This July, Byron Haskin's genre-defining Sci-Fi classic The War of the Worlds, will join the Criterion Collection in a new 4K restoration. It is joined by Noah Baumbach's much acclaimed bittersweet Marriage Story making its home-video debut in an edition featuring behind-the-scenes footage and extensive interviews with the cast and crew. The third choice of the month is Preston Sturges's screwball classic The Lady Eve, starring Henry Fonda and Barbara Stanwyck, which is also appearing on Blu-ray for the first time. Also making its Blu-ray debut is Abbas Kiarostami's Palme d'Or-winning masterpiece Taste of Cherry, a gorgeously complex meditation on mortality. Finally, the previously announced Blu-ray box set Bruce Lee: His Greatest Hits includes five kung-fu classics with a dizzying array of supplemental features. As ClassicFilmFan has already covered this release in a previous article (https://tinyurl.com/y5k5atgr) I will be focusing my attention on the Oscar-winning adaptation of H. G. Wells's The War of the Worlds.
Let me be clear, this is not the Tom Cruise vehicle that came out in 2005. Criterion is releasing the superior 1953 version starring Gene Barry (Back from Eternity, Thunder Road). Although he is not a household name, you are likely to recognize his face. Barry was seen frequently throughout the fifties, sixties and seventies, in movies and on TV. His final performance was a bit of casting brilliance when he appeared as "The Grandfather" in the 2005 remake. The reveal was saved until the end of the film, giving fans a moment of giddiness without distracting from the seriousness of the storyline.
This earlier edition involves a mysterious, meteor-like object that lands in a small California town. Immediately following this incident there appears a fleet of glowing green UFOs hovering over the entire globe, signaling the beginning of an alien invasion. And it seems that neither military might nor the scientific know-how of a nuclear physicist (Barry) can stop it. These are the very things of which great Sci-Fi is made.

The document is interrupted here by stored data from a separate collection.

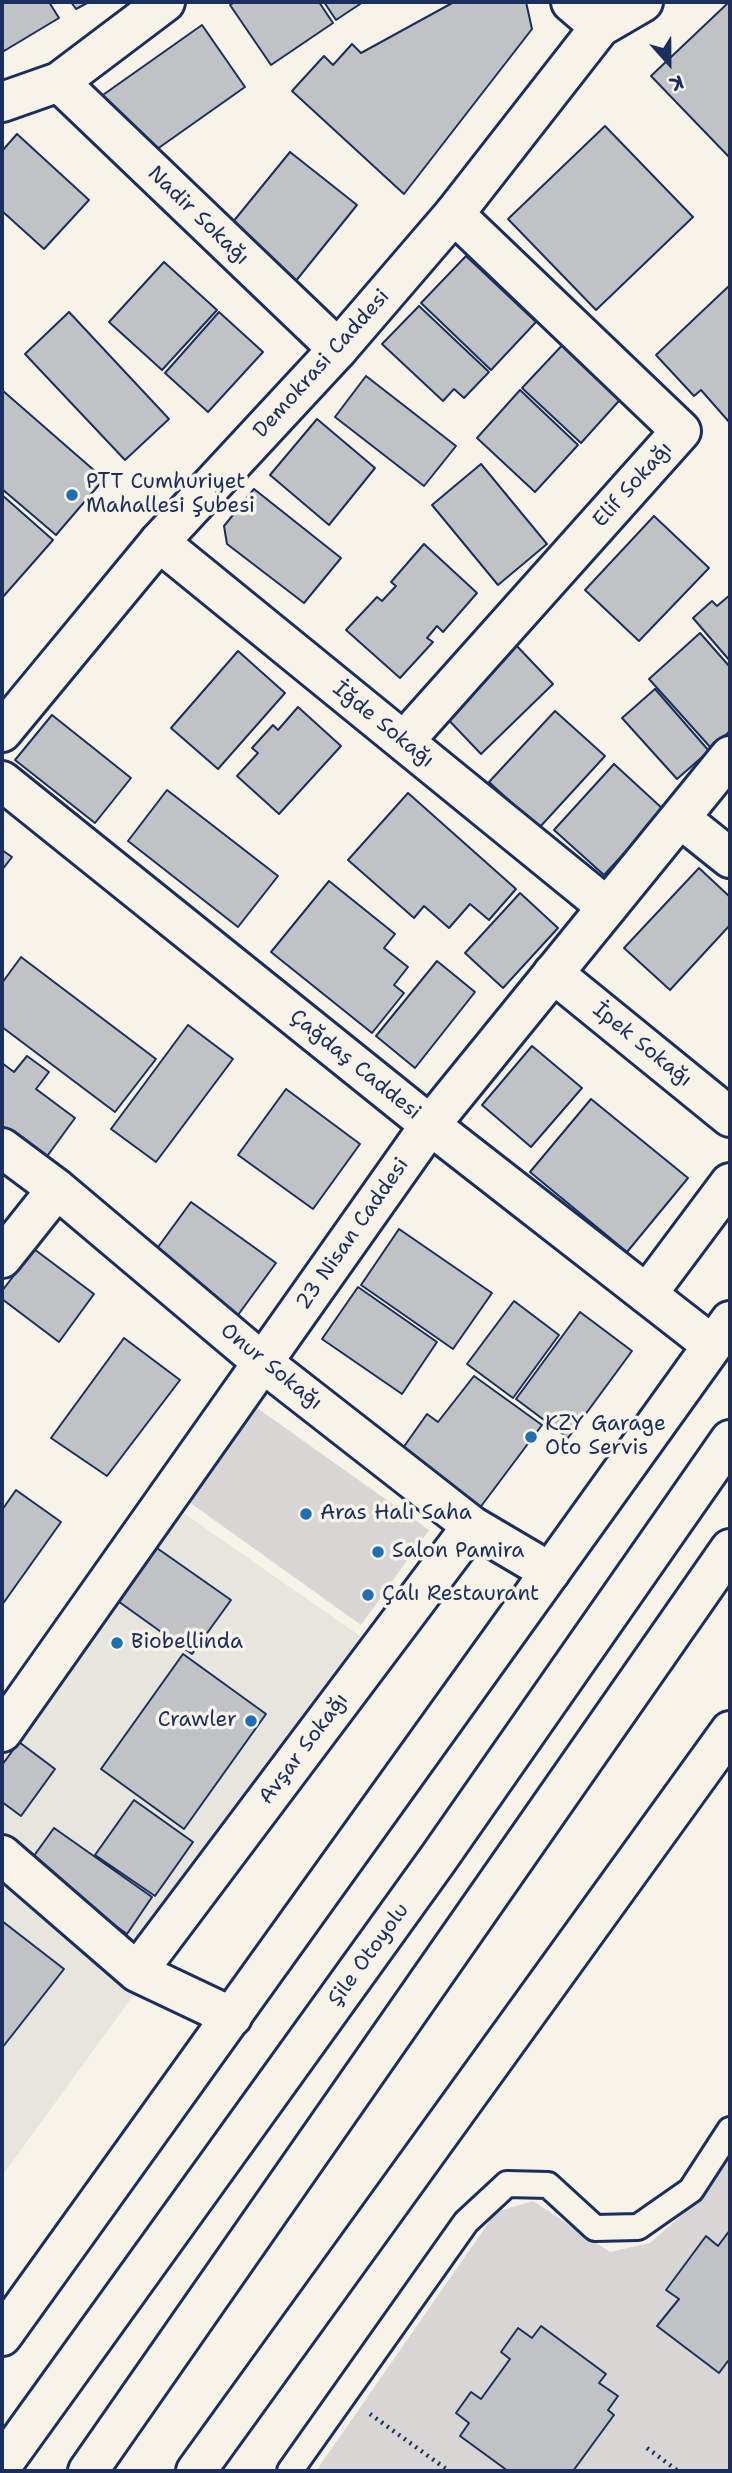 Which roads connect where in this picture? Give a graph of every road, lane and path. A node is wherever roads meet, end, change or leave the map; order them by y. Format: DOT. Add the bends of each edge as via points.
graph roads {
  1 [pos="165,2"];
  2 [pos="571,2"];
  3 [pos="643,2"];
  4 [pos="600,27"];
  5 [pos="59,82"];
  6 [pos="2,102"];
  7 [pos="454,214"];
  8 [pos="338,349"];
  9 [pos="159,542"];
  10 [pos="2,732"];
  11 [pos="404,741"];
  12 [pos="730,756"];
  13 [pos="2,781"];
  14 [pos="680,818"];
  15 [pos="730,858"];
  16 [pos="607,907"];
  17 [pos="553,974"];
  18 [pos="730,1117"];
  19 [pos="430,1125"];
  20 [pos="2,1149"];
  21 [pos="730,1183"];
  22 [pos="57,1189"];
  23 [pos="2,1258"];
  24 [pos="647,1294"];
  25 [pos="721,1333"];
  26 [pos="262,1362"];
  27 [pos="730,1440"];
  28 [pos="472,1527"];
  29 [pos="730,1549"];
  30 [pos="550,1572"];
  31 [pos="730,1731"];
  32 [pos="2,1732"];
  33 [pos="2,1855"];
  34 [pos="137,1972"];
  35 [pos="232,2017"];
  36 [pos="730,2130"];
  37 [pos="2,2336"];
  38 [pos="343,2395"];
  39 [pos="647,2448"];
  40 [pos="2,2465"];
  41 [pos="88,2471"];
  42 [pos="196,2471"];
  43 [pos="290,2471"];
  44 [pos="449,2471"];
  45 [pos="678,2471"];
  1 -- 5 [label="main road"];
  2 -- 4 [label="main road"];
  3 -- 4 [label="main road, Demokrasi Caddesi"];
  4 -- 7 [label="main road, Demokrasi Caddesi"];
  5 -- 6 [label="main road"];
  5 -- 8 [label="main road, Nadir Sokağı"];
  7 -- 8 [label="main road, Demokrasi Caddesi"];
  7 -- 11 [label="main road, Elif Sokağı" via="681,432"];
  8 -- 9 [label="main road, Demokrasi Caddesi"];
  9 -- 10 [label="main road, Demokrasi Caddesi"];
  9 -- 11 [label="main road, İğde Sokağı"];
  11 -- 16 [label="main road, İğde Sokağı"];
  12 -- 14 [label="main road, 23 Nisan Caddesi"];
  13 -- 19 [label="main road, Çağdaş Caddesi"];
  14 -- 15 [label="main road"];
  14 -- 16 [label="main road, 23 Nisan Caddesi"];
  16 -- 17 [label="main road, 23 Nisan Caddesi"];
  17 -- 18 [label="main road, İpek Sokağı"];
  17 -- 19 [label="main road, 23 Nisan Caddesi"];
  19 -- 24 [label="main road, Çağdaş Caddesi"];
  19 -- 26 [label="main road, 23 Nisan Caddesi"];
  20 -- 22 [label="main road, Onur Sokağı"];
  21 -- 24 [label="main road"];
  22 -- 23 [label="main road"];
  22 -- 26 [label="main road, Onur Sokağı"];
  24 -- 25 [label="main road, Çağdaş Caddesi"];
  25 -- 30 [label="main road"];
  26 -- 28 [label="main road, Onur Sokağı"];
  26 -- 32 [label="main road, 23 Nisan Caddesi"];
  27 -- 40 [label="main road, Şile Otoyolu" via="439,1859"];
  28 -- 30 [label="main road, Onur Sokağı"];
  28 -- 34 [label="main road, Avşar Sokağı"];
  29 -- 41 [label="main road"];
  30 -- 35 [label="main road"];
  31 -- 42 [label="main road"];
  33 -- 34 [label="main road"];
  34 -- 35 [label="main road"];
  35 -- 37 [label="main road"];
  36 -- 38 [label="lane" via="691,2190 638,2227 595,2228 548,2185 507,2185 466,2222"];
  38 -- 43 [label="lane"];
  38 -- 44 [label="path"];
  39 -- 45 [label="path"];
}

In the expert hands of genre specialists producer George Pal (When Worlds Collide, The Time Machine) and director Byron Haskin (From the Earth to the Moon, Robinson Crusoe On Wars), the H. G. Wells end-of-civilization classic receives a chilling Cold War-era update, complete with hallucinatory Technicolor and ahead of its time Oscar-winning special effects. The film is filled to the brim with iconic images of 1950s science fiction and stands as a notable moment in cinema history. The War of the Worlds is both an influential triumph of visual imagination and a still-disquieting document of the wonder and terror of the atomic age. In other words, it's Sci-Fi aristocracy.
The special edition bonus features include a new 4K digital restoration, with uncompressed monaural soundtrack on the Blu-ray. There's also a new alternate 5.1 surround soundtrack, created by sound designer Ben Burtt and presented in DTS-HD Master Audio on the Blu-ray (I confess, I don't know what any of this is, but I'm sure it makes the sound very good). The audio commentary from 2005 features filmmaker Joe Dante, film historian Bob Burns, and author Bill Warren. There's also a documentary, The Sky is Falling, from 2005 about the making of the film, an on the air radio adaptation of The War of the Worlds from 1938 by the Mercury Theatre, directed and narrated by Orson Welles (yes, THAT radio presentation!), accompanied by another 1940 radio program featuring a discussion between Orson Welles and H. G. Wells, author of the 1897 novel The War of the Worlds (wholly cow!).
As far as bonus material, it just doesn't get any better than that, and I challenge anyone to say so. If it were for the extras alone, this is an essential film for any collection. Of course, the film is an exceptional cinematic milestone that represents the then future of Scientific Fiction in all of its media formats.